#### [WHAT THIS TASK INVOLVES]
Give all of the data again exactly as written, omitting every image.

#### [INPUT RECORDS]
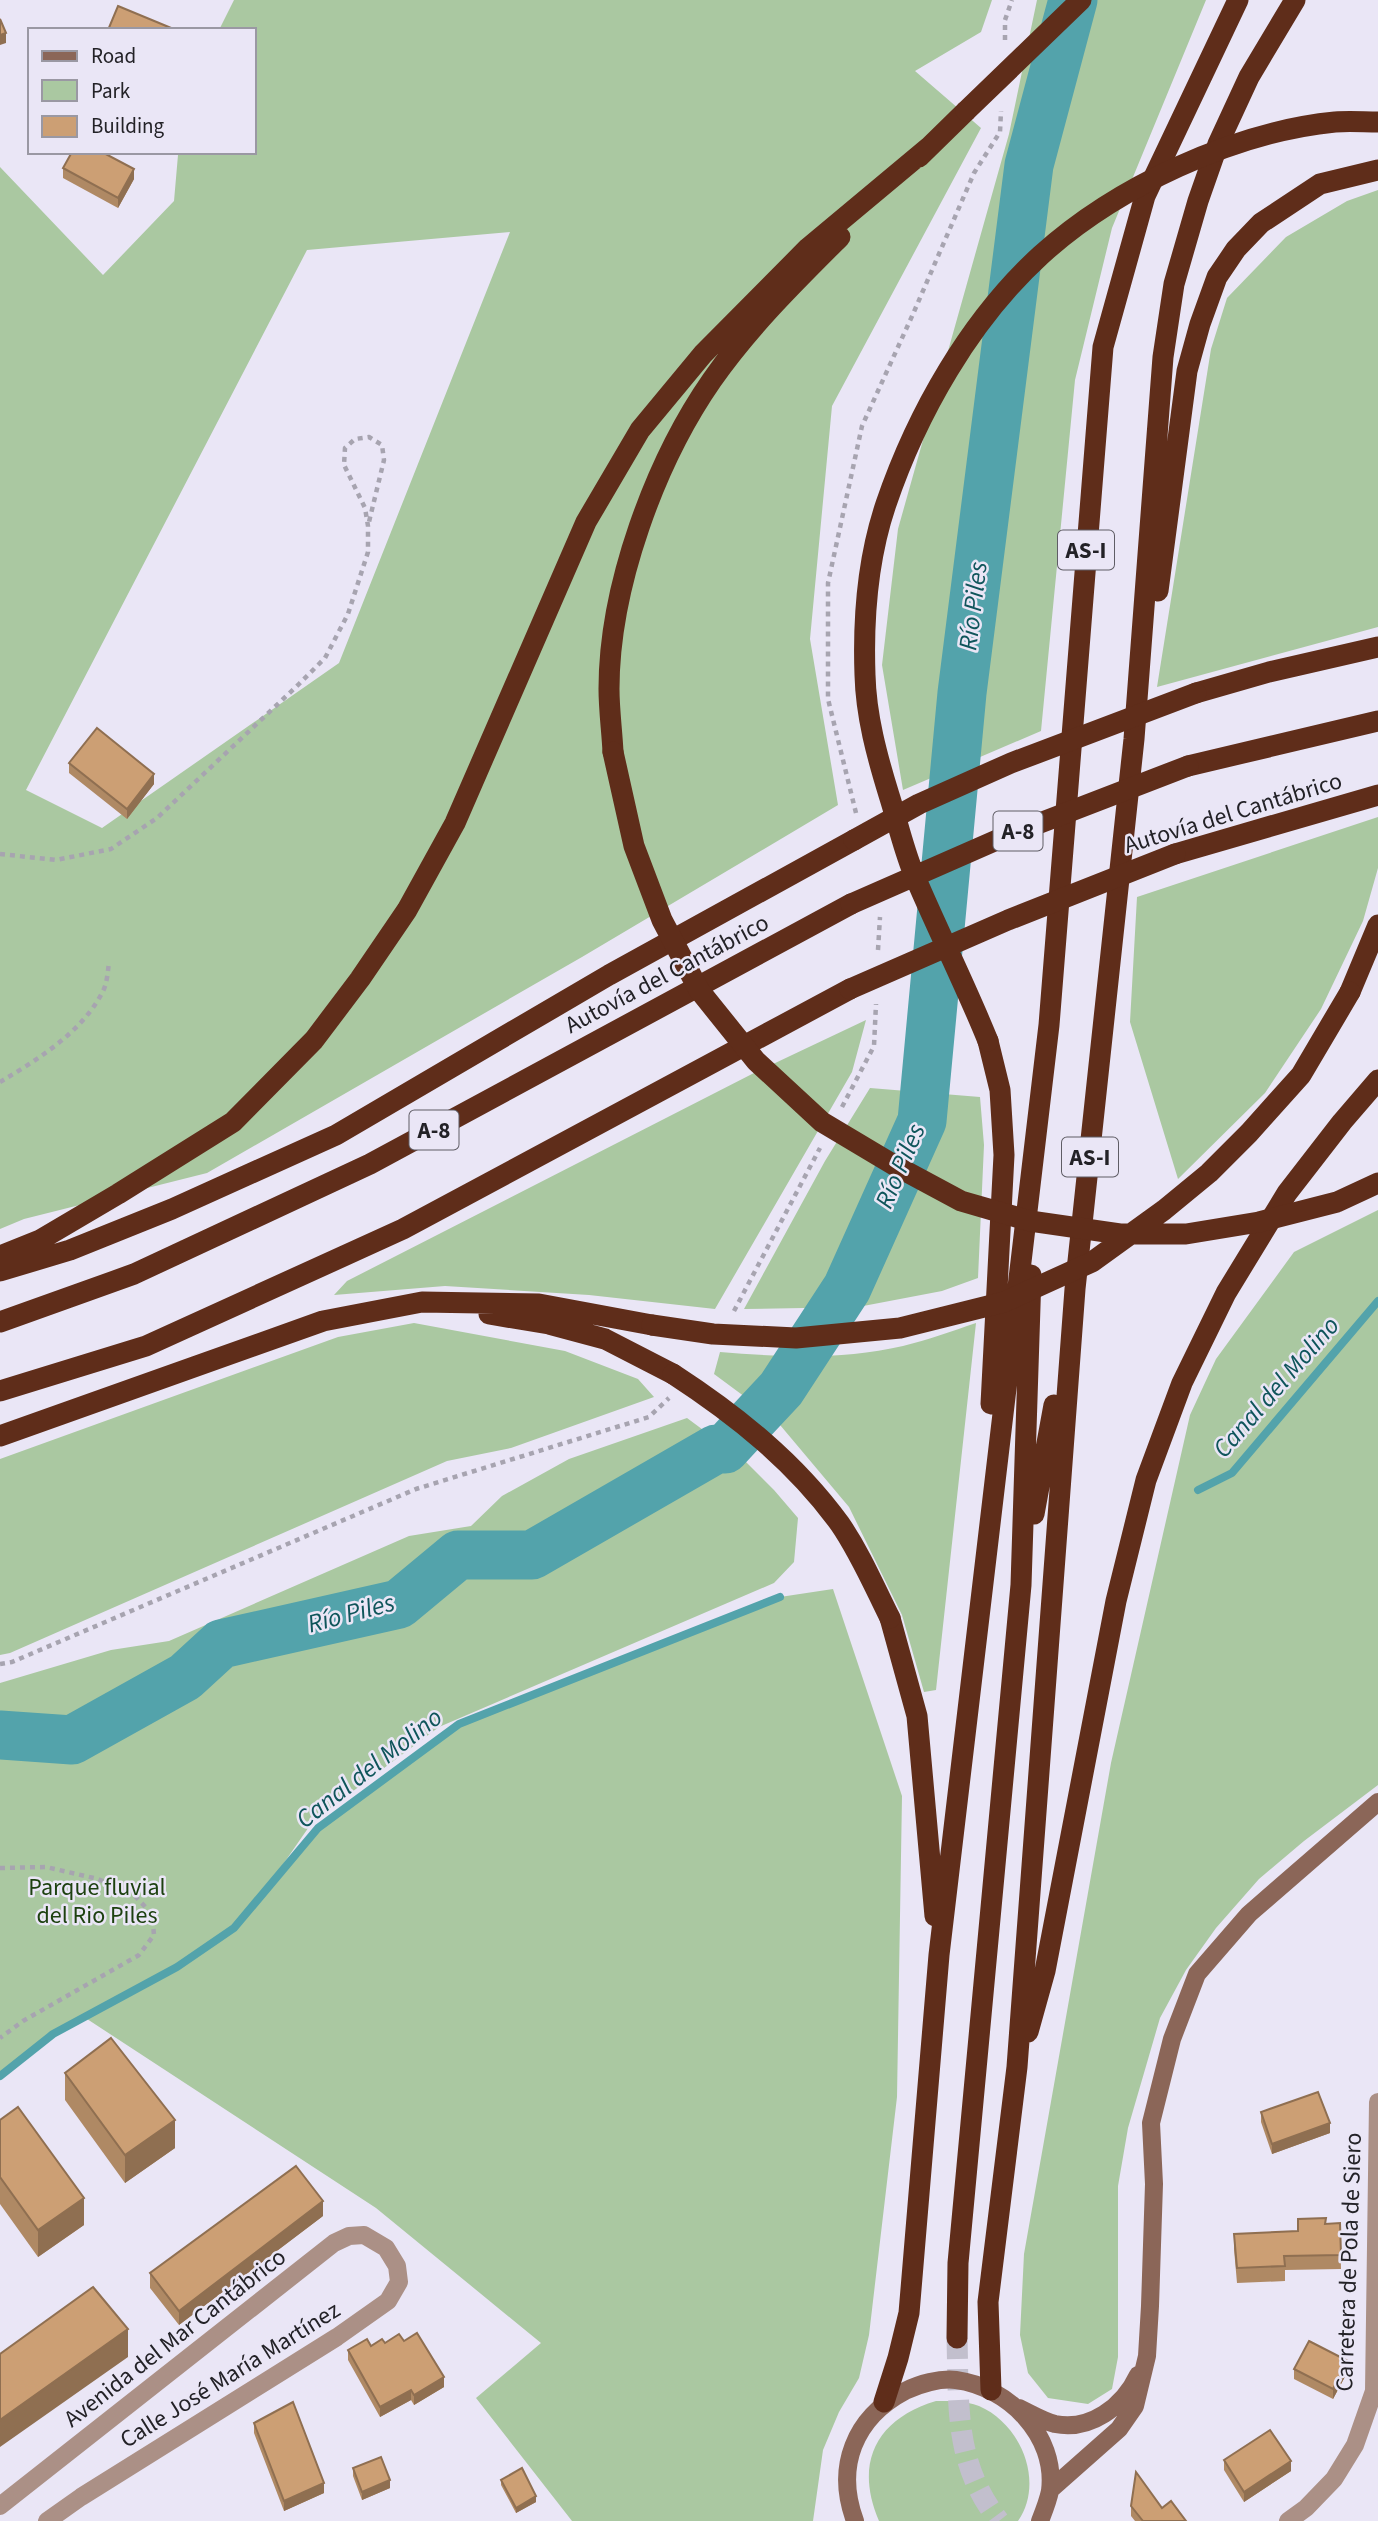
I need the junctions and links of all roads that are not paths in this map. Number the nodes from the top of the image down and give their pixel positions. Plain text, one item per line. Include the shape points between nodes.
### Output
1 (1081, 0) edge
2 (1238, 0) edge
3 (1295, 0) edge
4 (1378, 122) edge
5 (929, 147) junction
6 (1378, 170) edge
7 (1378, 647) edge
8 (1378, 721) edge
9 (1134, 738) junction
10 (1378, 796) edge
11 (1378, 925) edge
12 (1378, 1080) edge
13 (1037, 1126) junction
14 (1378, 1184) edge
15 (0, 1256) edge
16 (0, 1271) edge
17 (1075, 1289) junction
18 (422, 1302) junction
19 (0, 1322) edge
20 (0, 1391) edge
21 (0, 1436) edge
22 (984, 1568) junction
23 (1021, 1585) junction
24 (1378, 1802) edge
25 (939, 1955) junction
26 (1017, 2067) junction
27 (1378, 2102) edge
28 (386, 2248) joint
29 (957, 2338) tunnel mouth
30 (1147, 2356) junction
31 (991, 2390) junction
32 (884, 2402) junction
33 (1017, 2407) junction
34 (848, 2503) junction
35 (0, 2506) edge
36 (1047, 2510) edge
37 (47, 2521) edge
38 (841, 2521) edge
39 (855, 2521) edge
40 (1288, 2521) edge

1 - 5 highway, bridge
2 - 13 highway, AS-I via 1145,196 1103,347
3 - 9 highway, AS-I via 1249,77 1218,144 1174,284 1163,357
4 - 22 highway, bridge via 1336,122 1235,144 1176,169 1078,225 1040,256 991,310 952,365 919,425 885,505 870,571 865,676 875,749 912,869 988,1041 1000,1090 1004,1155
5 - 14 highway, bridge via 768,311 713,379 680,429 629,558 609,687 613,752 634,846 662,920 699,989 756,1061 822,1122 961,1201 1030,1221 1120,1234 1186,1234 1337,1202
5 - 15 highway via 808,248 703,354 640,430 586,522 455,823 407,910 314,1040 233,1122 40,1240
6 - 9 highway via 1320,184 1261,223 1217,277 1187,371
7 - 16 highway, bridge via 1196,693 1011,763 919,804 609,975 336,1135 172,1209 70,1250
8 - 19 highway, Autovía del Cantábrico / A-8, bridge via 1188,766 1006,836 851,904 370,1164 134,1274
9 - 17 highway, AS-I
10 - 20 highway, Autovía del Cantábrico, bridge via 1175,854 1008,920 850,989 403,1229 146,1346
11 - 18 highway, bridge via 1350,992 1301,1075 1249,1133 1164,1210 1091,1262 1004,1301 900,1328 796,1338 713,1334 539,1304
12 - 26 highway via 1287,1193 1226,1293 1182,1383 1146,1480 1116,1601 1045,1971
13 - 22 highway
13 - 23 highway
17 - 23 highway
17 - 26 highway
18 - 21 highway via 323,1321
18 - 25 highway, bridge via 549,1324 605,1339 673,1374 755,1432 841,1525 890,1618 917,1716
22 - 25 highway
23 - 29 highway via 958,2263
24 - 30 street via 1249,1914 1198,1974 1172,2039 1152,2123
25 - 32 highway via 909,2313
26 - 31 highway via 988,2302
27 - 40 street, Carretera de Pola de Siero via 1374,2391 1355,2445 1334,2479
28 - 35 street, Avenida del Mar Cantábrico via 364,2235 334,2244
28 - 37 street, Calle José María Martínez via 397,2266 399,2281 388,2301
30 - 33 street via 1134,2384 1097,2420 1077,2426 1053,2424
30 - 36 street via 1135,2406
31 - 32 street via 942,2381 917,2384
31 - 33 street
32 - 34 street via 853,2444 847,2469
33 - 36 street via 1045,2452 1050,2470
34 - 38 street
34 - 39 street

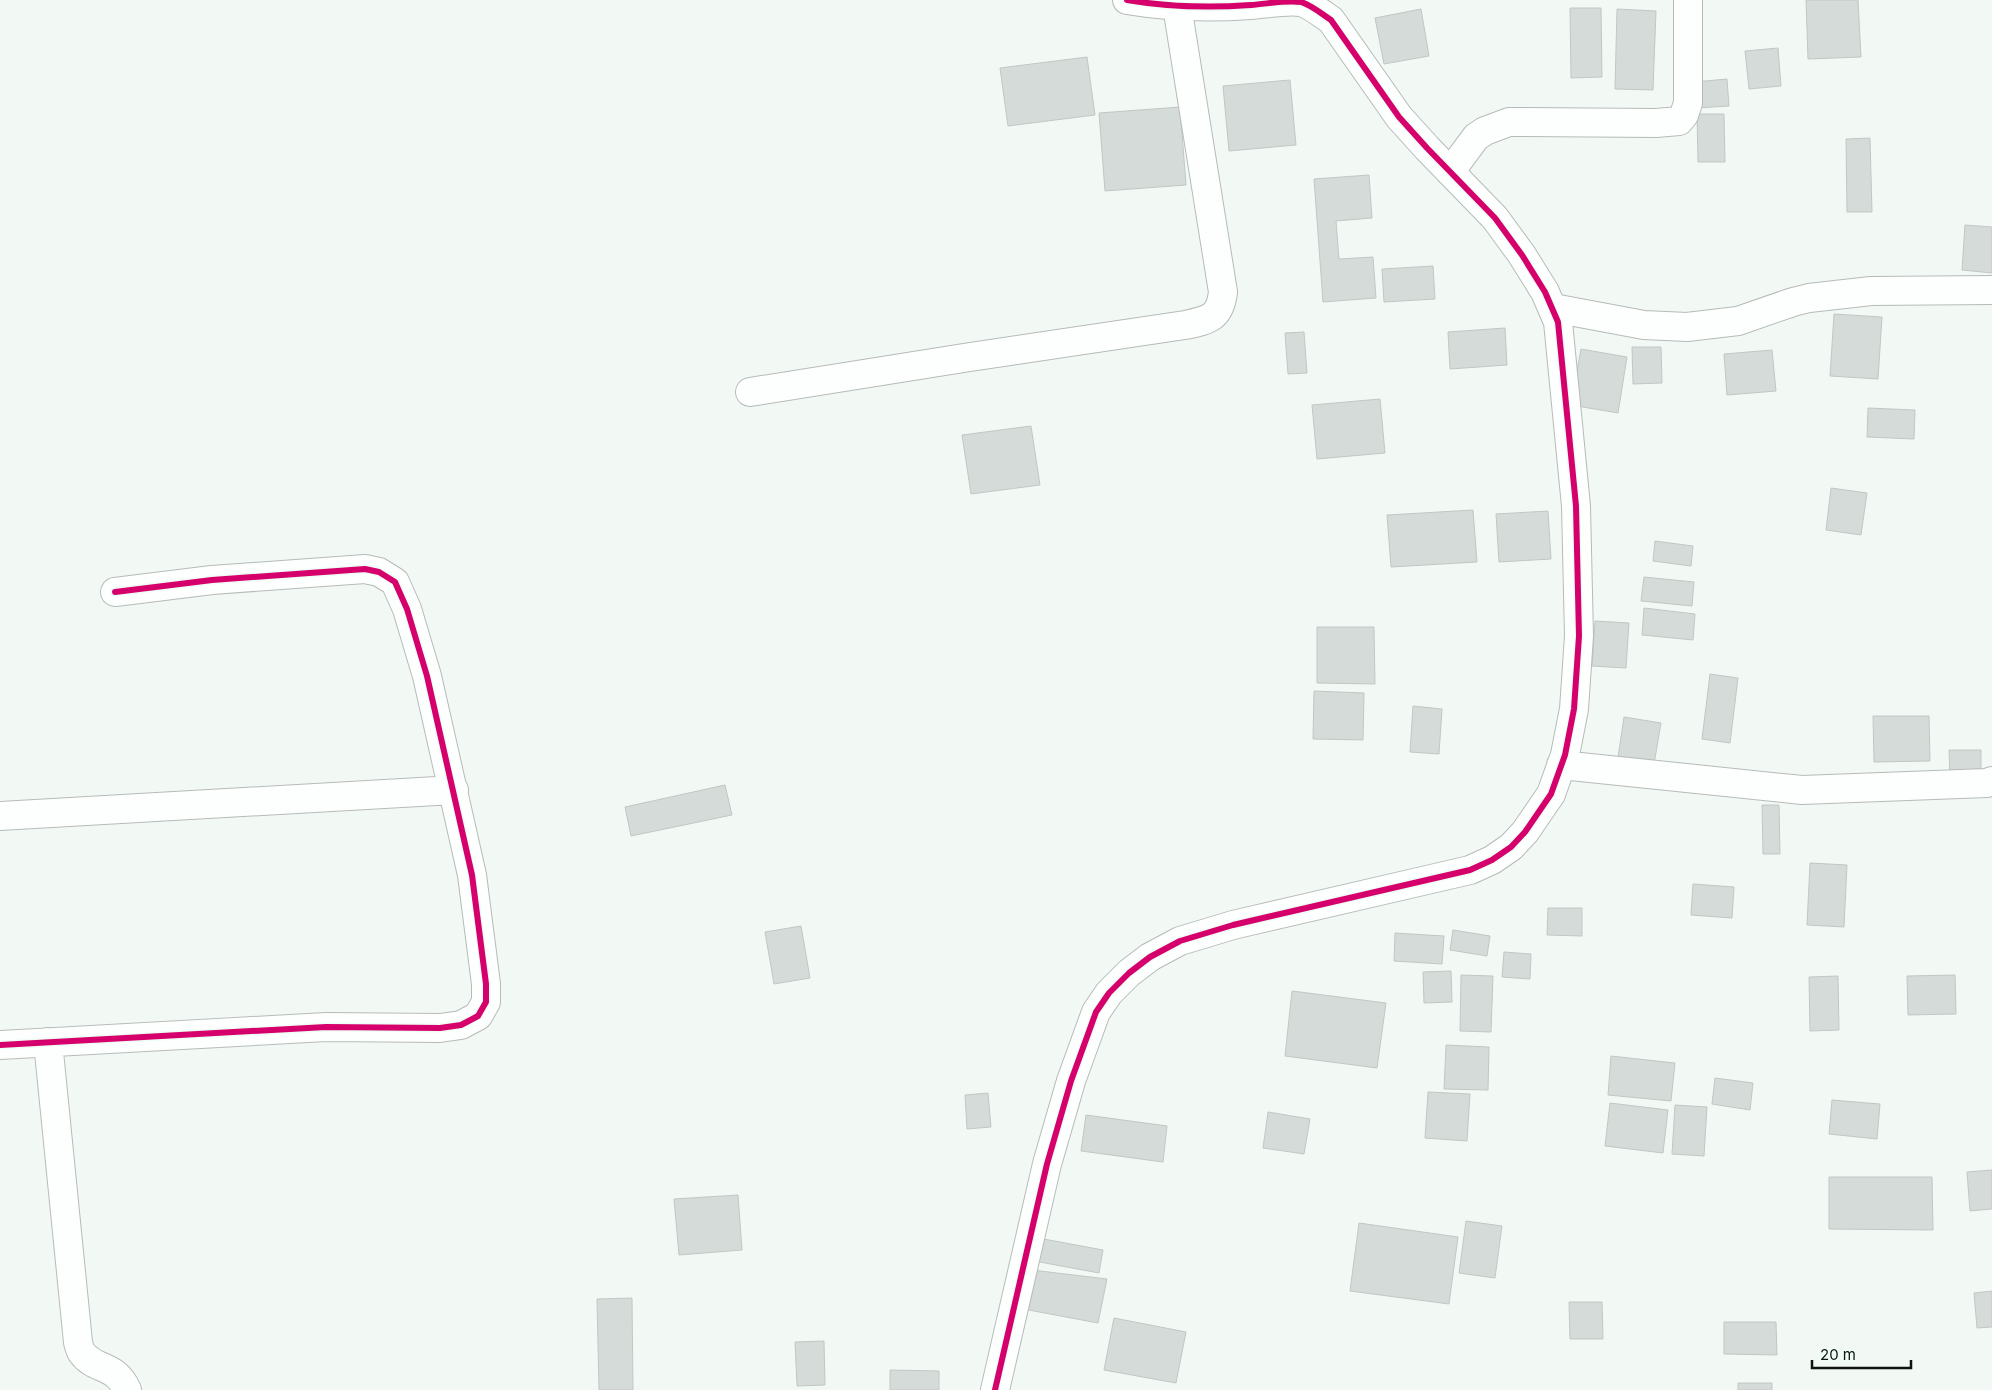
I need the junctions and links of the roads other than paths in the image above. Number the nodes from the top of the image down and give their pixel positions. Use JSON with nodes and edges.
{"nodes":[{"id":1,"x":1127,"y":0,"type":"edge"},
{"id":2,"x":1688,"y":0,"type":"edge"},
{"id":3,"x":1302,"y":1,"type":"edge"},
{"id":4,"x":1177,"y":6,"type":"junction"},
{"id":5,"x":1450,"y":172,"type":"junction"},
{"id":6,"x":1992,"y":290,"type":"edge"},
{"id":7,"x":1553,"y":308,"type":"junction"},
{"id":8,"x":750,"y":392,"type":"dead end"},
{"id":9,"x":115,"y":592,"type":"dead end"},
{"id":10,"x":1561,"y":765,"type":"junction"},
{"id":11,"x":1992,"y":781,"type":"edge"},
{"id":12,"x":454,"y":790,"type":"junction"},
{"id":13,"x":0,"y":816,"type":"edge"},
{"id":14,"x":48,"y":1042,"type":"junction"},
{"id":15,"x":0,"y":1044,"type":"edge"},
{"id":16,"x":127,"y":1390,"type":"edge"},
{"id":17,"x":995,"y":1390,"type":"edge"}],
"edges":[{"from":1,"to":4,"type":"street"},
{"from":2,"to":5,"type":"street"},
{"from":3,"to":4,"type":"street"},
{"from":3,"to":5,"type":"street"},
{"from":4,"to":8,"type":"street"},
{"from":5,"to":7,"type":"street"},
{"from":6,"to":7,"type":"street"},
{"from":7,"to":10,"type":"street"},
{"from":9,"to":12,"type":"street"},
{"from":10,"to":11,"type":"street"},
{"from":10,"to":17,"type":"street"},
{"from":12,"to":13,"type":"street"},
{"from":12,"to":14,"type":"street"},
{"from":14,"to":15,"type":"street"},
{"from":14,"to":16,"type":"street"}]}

#### [ANSWER TO THE EXERCISE]
I need the junctions and links of all roads that are not paths in this map. Number the nodes from the top of the image down and give their pixel positions. Plain text, one item per line. Include the shape points between nodes.
### Output
1 (1081, 0) edge
2 (1238, 0) edge
3 (1295, 0) edge
4 (1378, 122) edge
5 (929, 147) junction
6 (1378, 170) edge
7 (1378, 647) edge
8 (1378, 721) edge
9 (1134, 738) junction
10 (1378, 796) edge
11 (1378, 925) edge
12 (1378, 1080) edge
13 (1037, 1126) junction
14 (1378, 1184) edge
15 (0, 1256) edge
16 (0, 1271) edge
17 (1075, 1289) junction
18 (422, 1302) junction
19 (0, 1322) edge
20 (0, 1391) edge
21 (0, 1436) edge
22 (984, 1568) junction
23 (1021, 1585) junction
24 (1378, 1802) edge
25 (939, 1955) junction
26 (1017, 2067) junction
27 (1378, 2102) edge
28 (386, 2248) joint
29 (957, 2338) tunnel mouth
30 (1147, 2356) junction
31 (991, 2390) junction
32 (884, 2402) junction
33 (1017, 2407) junction
34 (848, 2503) junction
35 (0, 2506) edge
36 (1047, 2510) edge
37 (47, 2521) edge
38 (841, 2521) edge
39 (855, 2521) edge
40 (1288, 2521) edge

1 - 5 highway, bridge
2 - 13 highway, AS-I via 1145,196 1103,347
3 - 9 highway, AS-I via 1249,77 1218,144 1174,284 1163,357
4 - 22 highway, bridge via 1336,122 1235,144 1176,169 1078,225 1040,256 991,310 952,365 919,425 885,505 870,571 865,676 875,749 912,869 988,1041 1000,1090 1004,1155
5 - 14 highway, bridge via 768,311 713,379 680,429 629,558 609,687 613,752 634,846 662,920 699,989 756,1061 822,1122 961,1201 1030,1221 1120,1234 1186,1234 1337,1202
5 - 15 highway via 808,248 703,354 640,430 586,522 455,823 407,910 314,1040 233,1122 40,1240
6 - 9 highway via 1320,184 1261,223 1217,277 1187,371
7 - 16 highway, bridge via 1196,693 1011,763 919,804 609,975 336,1135 172,1209 70,1250
8 - 19 highway, Autovía del Cantábrico / A-8, bridge via 1188,766 1006,836 851,904 370,1164 134,1274
9 - 17 highway, AS-I
10 - 20 highway, Autovía del Cantábrico, bridge via 1175,854 1008,920 850,989 403,1229 146,1346
11 - 18 highway, bridge via 1350,992 1301,1075 1249,1133 1164,1210 1091,1262 1004,1301 900,1328 796,1338 713,1334 539,1304
12 - 26 highway via 1287,1193 1226,1293 1182,1383 1146,1480 1116,1601 1045,1971
13 - 22 highway
13 - 23 highway
17 - 23 highway
17 - 26 highway
18 - 21 highway via 323,1321
18 - 25 highway, bridge via 549,1324 605,1339 673,1374 755,1432 841,1525 890,1618 917,1716
22 - 25 highway
23 - 29 highway via 958,2263
24 - 30 street via 1249,1914 1198,1974 1172,2039 1152,2123
25 - 32 highway via 909,2313
26 - 31 highway via 988,2302
27 - 40 street, Carretera de Pola de Siero via 1374,2391 1355,2445 1334,2479
28 - 35 street, Avenida del Mar Cantábrico via 364,2235 334,2244
28 - 37 street, Calle José María Martínez via 397,2266 399,2281 388,2301
30 - 33 street via 1134,2384 1097,2420 1077,2426 1053,2424
30 - 36 street via 1135,2406
31 - 32 street via 942,2381 917,2384
31 - 33 street
32 - 34 street via 853,2444 847,2469
33 - 36 street via 1045,2452 1050,2470
34 - 38 street
34 - 39 street

I need the junctions and links of the roads other than paths in the image above. Number the nodes from the top of the image down and give their pixel positions. Use JSON with nodes and edges.
{"nodes":[{"id":1,"x":1127,"y":0,"type":"edge"},
{"id":2,"x":1688,"y":0,"type":"edge"},
{"id":3,"x":1302,"y":1,"type":"edge"},
{"id":4,"x":1177,"y":6,"type":"junction"},
{"id":5,"x":1450,"y":172,"type":"junction"},
{"id":6,"x":1992,"y":290,"type":"edge"},
{"id":7,"x":1553,"y":308,"type":"junction"},
{"id":8,"x":750,"y":392,"type":"dead end"},
{"id":9,"x":115,"y":592,"type":"dead end"},
{"id":10,"x":1561,"y":765,"type":"junction"},
{"id":11,"x":1992,"y":781,"type":"edge"},
{"id":12,"x":454,"y":790,"type":"junction"},
{"id":13,"x":0,"y":816,"type":"edge"},
{"id":14,"x":48,"y":1042,"type":"junction"},
{"id":15,"x":0,"y":1044,"type":"edge"},
{"id":16,"x":127,"y":1390,"type":"edge"},
{"id":17,"x":995,"y":1390,"type":"edge"}],
"edges":[{"from":1,"to":4,"type":"street"},
{"from":2,"to":5,"type":"street"},
{"from":3,"to":4,"type":"street"},
{"from":3,"to":5,"type":"street"},
{"from":4,"to":8,"type":"street"},
{"from":5,"to":7,"type":"street"},
{"from":6,"to":7,"type":"street"},
{"from":7,"to":10,"type":"street"},
{"from":9,"to":12,"type":"street"},
{"from":10,"to":11,"type":"street"},
{"from":10,"to":17,"type":"street"},
{"from":12,"to":13,"type":"street"},
{"from":12,"to":14,"type":"street"},
{"from":14,"to":15,"type":"street"},
{"from":14,"to":16,"type":"street"}]}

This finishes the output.